しかしながら、外国人労働者を採用するためにあらかじめ日本語ができる外国人スタッフを雇用するには、これまでとても高いハードルがありました。
一般的な「技人国ビザ」での限界
外国人労働者が企業で勤務する場合、ほとんどが「技術・人文知識・国際業務」という在留資格(以下、技人国ビザ)を申請します。
この技人国ビザで行うことができる代表的な職務内容に「通訳・翻訳」があるのですが、ビザの申請に際しては「十分な業務量があること」が非常に重要な審査のポイントです。
また、この技人国ビザでは、いわゆる「現業」と言われる実地の仕事や外国語を使わない接客業は、原則的に認められていません。

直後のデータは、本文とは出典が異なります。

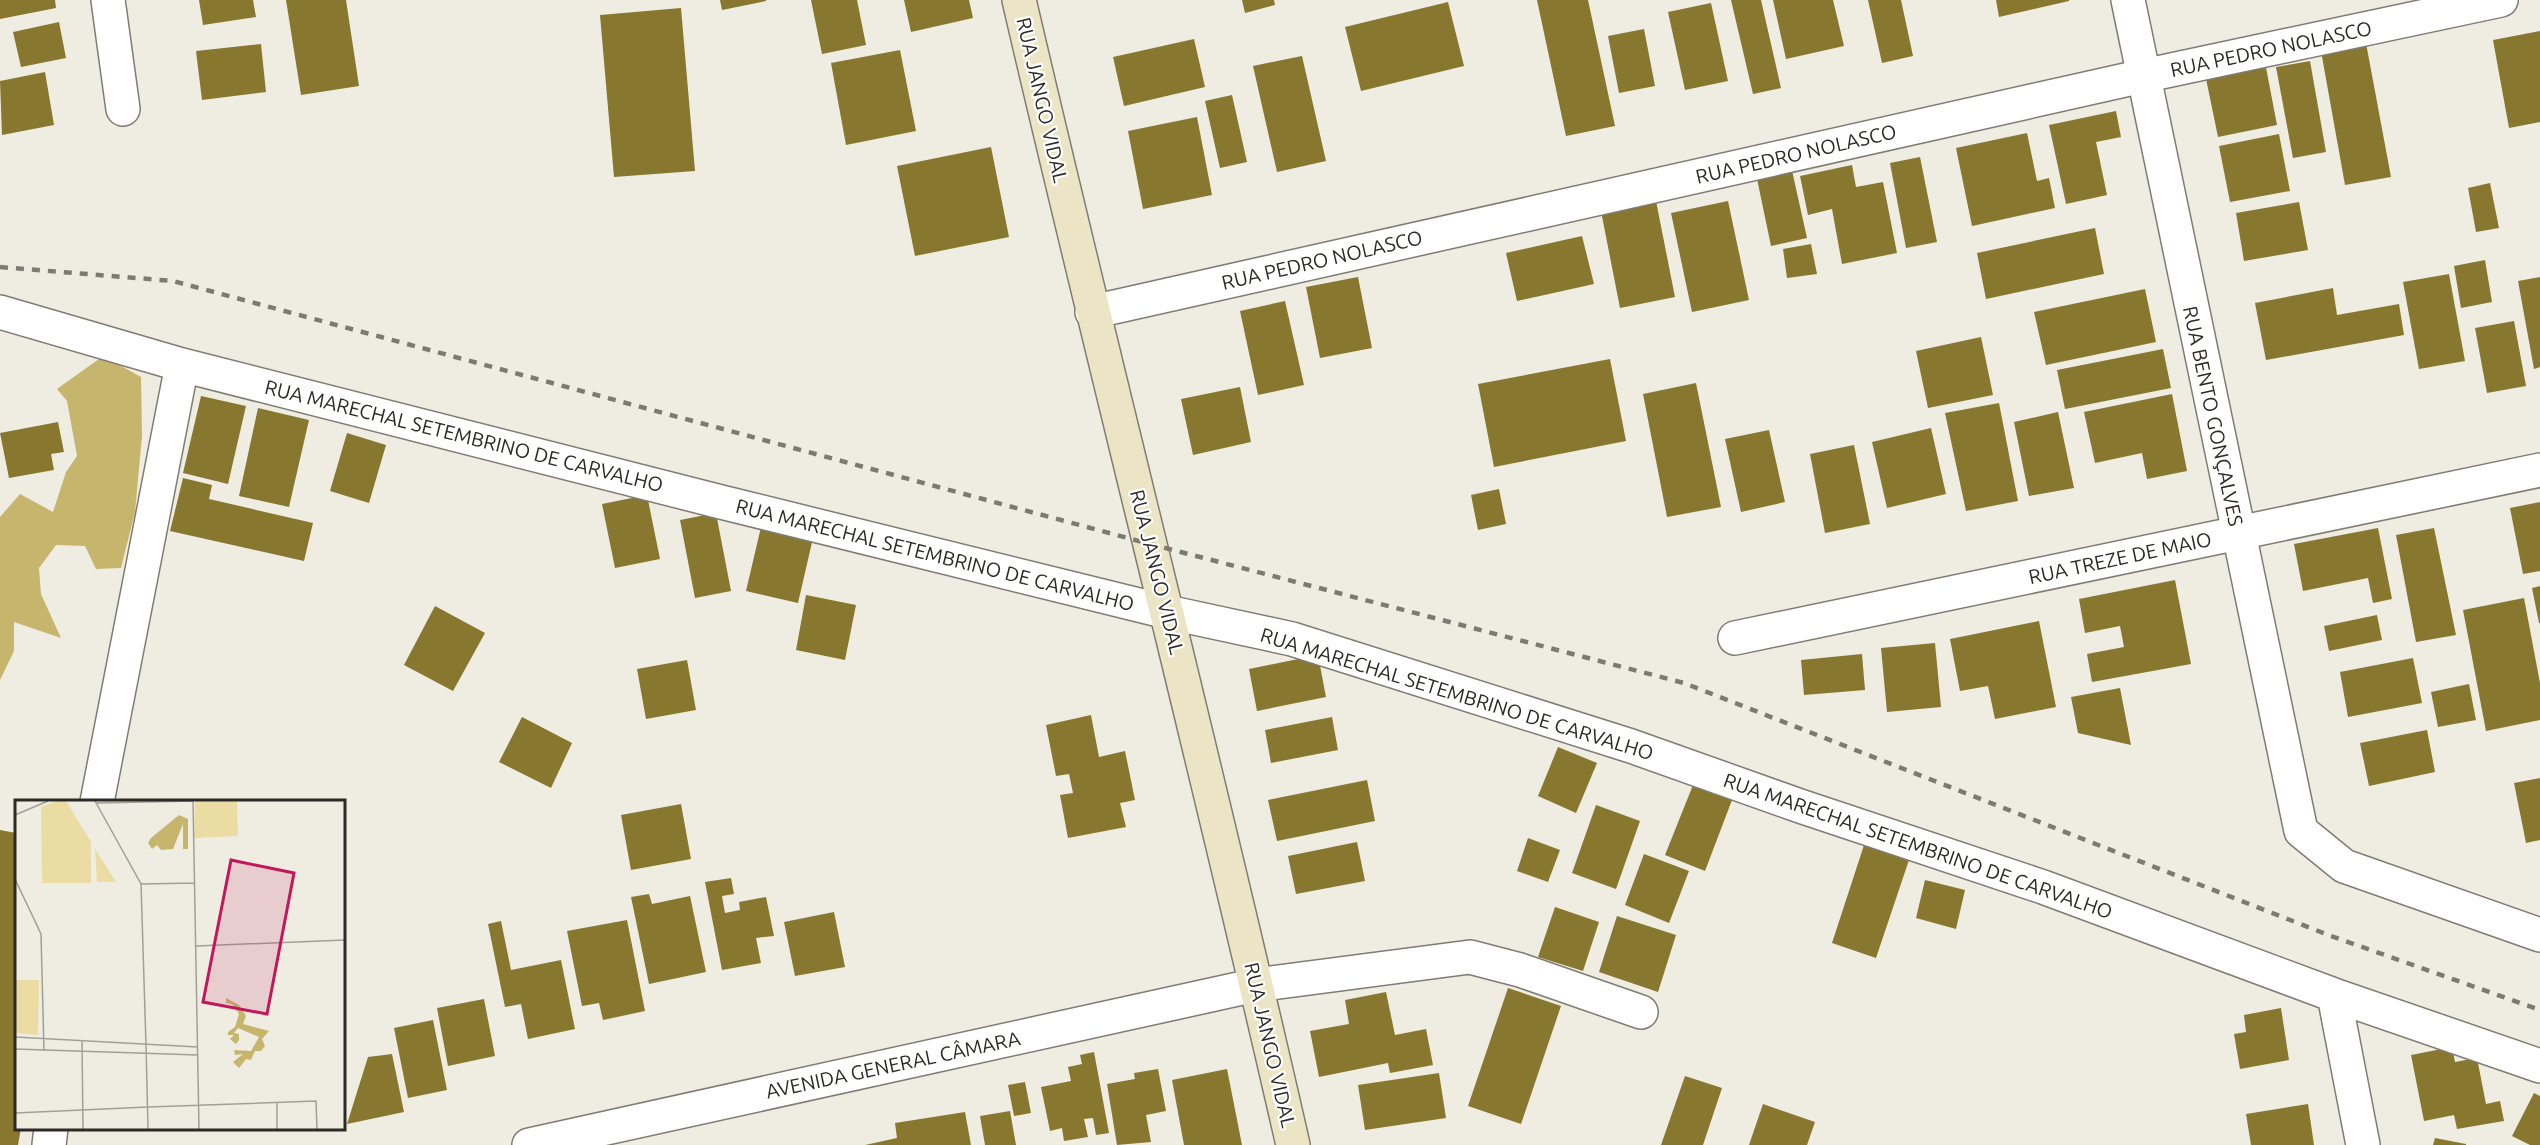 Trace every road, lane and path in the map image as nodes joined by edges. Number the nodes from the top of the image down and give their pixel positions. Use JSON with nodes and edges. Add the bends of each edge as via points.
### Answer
{"nodes":[{"id":1,"x":108,"y":0,"type":"edge"},
{"id":2,"x":1018,"y":0,"type":"edge"},
{"id":3,"x":2128,"y":0,"type":"edge"},
{"id":4,"x":2501,"y":0,"type":"edge"},
{"id":5,"x":2143,"y":76,"type":"junction"},
{"id":6,"x":123,"y":109,"type":"dead end"},
{"id":7,"x":0,"y":312,"type":"edge"},
{"id":8,"x":1092,"y":312,"type":"junction"},
{"id":9,"x":182,"y":365,"type":"junction"},
{"id":10,"x":2540,"y":470,"type":"edge"},
{"id":11,"x":2238,"y":534,"type":"junction"},
{"id":12,"x":1167,"y":612,"type":"junction"},
{"id":13,"x":1735,"y":638,"type":"dead end"},
{"id":14,"x":97,"y":800,"type":"edge"},
{"id":15,"x":2540,"y":935,"type":"edge"},
{"id":16,"x":1256,"y":985,"type":"junction"},
{"id":17,"x":2334,"y":995,"type":"junction"},
{"id":18,"x":1641,"y":1012,"type":"dead end"},
{"id":19,"x":2540,"y":1066,"type":"edge"},
{"id":20,"x":51,"y":1130,"type":"edge"},
{"id":21,"x":49,"y":1145,"type":"edge"},
{"id":22,"x":529,"y":1145,"type":"edge"},
{"id":23,"x":1293,"y":1145,"type":"edge"},
{"id":24,"x":2363,"y":1145,"type":"edge"}],
"edges":[{"from":1,"to":6,"type":"street"},
{"from":2,"to":8,"type":"street","name":"RUA JANGO VIDAL"},
{"from":3,"to":5,"type":"street","name":"RUA BENTO GONÇALVES"},
{"from":4,"to":5,"type":"street","name":"RUA PEDRO NOLASCO"},
{"from":5,"to":8,"type":"street","name":"RUA PEDRO NOLASCO"},
{"from":5,"to":11,"type":"street","name":"RUA BENTO GONÇALVES"},
{"from":7,"to":9,"type":"street","name":"RUA MARECHAL SETEMBRINO DE CARVALHO"},
{"from":8,"to":12,"type":"street","name":"RUA JANGO VIDAL"},
{"from":9,"to":12,"type":"street","name":"RUA MARECHAL SETEMBRINO DE CARVALHO"},
{"from":9,"to":14,"type":"street"},
{"from":10,"to":11,"type":"street","name":"RUA TREZE DE MAIO"},
{"from":11,"to":13,"type":"street","name":"RUA TREZE DE MAIO"},
{"from":11,"to":15,"type":"street","name":"RUA BENTO GONÇALVES","via":[[2301,831],[2344,866]]},
{"from":12,"to":16,"type":"street","name":"RUA JANGO VIDAL"},
{"from":12,"to":17,"type":"street","name":"RUA MARECHAL SETEMBRINO DE CARVALHO","via":[[1292,639],[1631,746],[2043,887]]},
{"from":16,"to":18,"type":"street","name":"AVENIDA GENERAL CÂMARA","via":[[1470,957]]},
{"from":16,"to":22,"type":"street","name":"AVENIDA GENERAL CÂMARA"},
{"from":16,"to":23,"type":"street","name":"RUA JANGO VIDAL"},
{"from":17,"to":19,"type":"street","name":"RUA MARECHAL SETEMBRINO DE CARVALHO"},
{"from":17,"to":24,"type":"street"},
{"from":20,"to":21,"type":"street"}]}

こうなると、たとえば工場労働を行う製造業や、飲食店等の接客業で、他の外国人労働者へ通訳・翻訳を伴う指導教育をしつつ、自分自身も現業を行うといったケースだと技人国ビザは認められないことになります。
新たな特定活動ビザで期待が高まる
こうした中、今年5月に発表された日本の大学・大学院を卒業した方向けの「特定活動ビザ」では、大学等において修得した知識と、日本語能力試験N1レベルの高い日本語能力を活用することなどを要件として、現業を伴う活動内容も認められるようになりました。
先述した飲食店や工場での例のほかにも、たとえば「タクシー会社に採用され、集客のための企画・立案を行いつつ、通訳を兼ねた観光案内を行うタクシードライバーとして活動すること」や「介護施設で外国人従業員や技能実習生への指導を行いながら、外国人利用者を含む利用者との間の意思疎通を図り、介護業務に従事すること」、なども想定されています。
これまで外国人採用が極めて困難だった業界でも、今後は外国人労働者の活躍が期待できるかもしれません。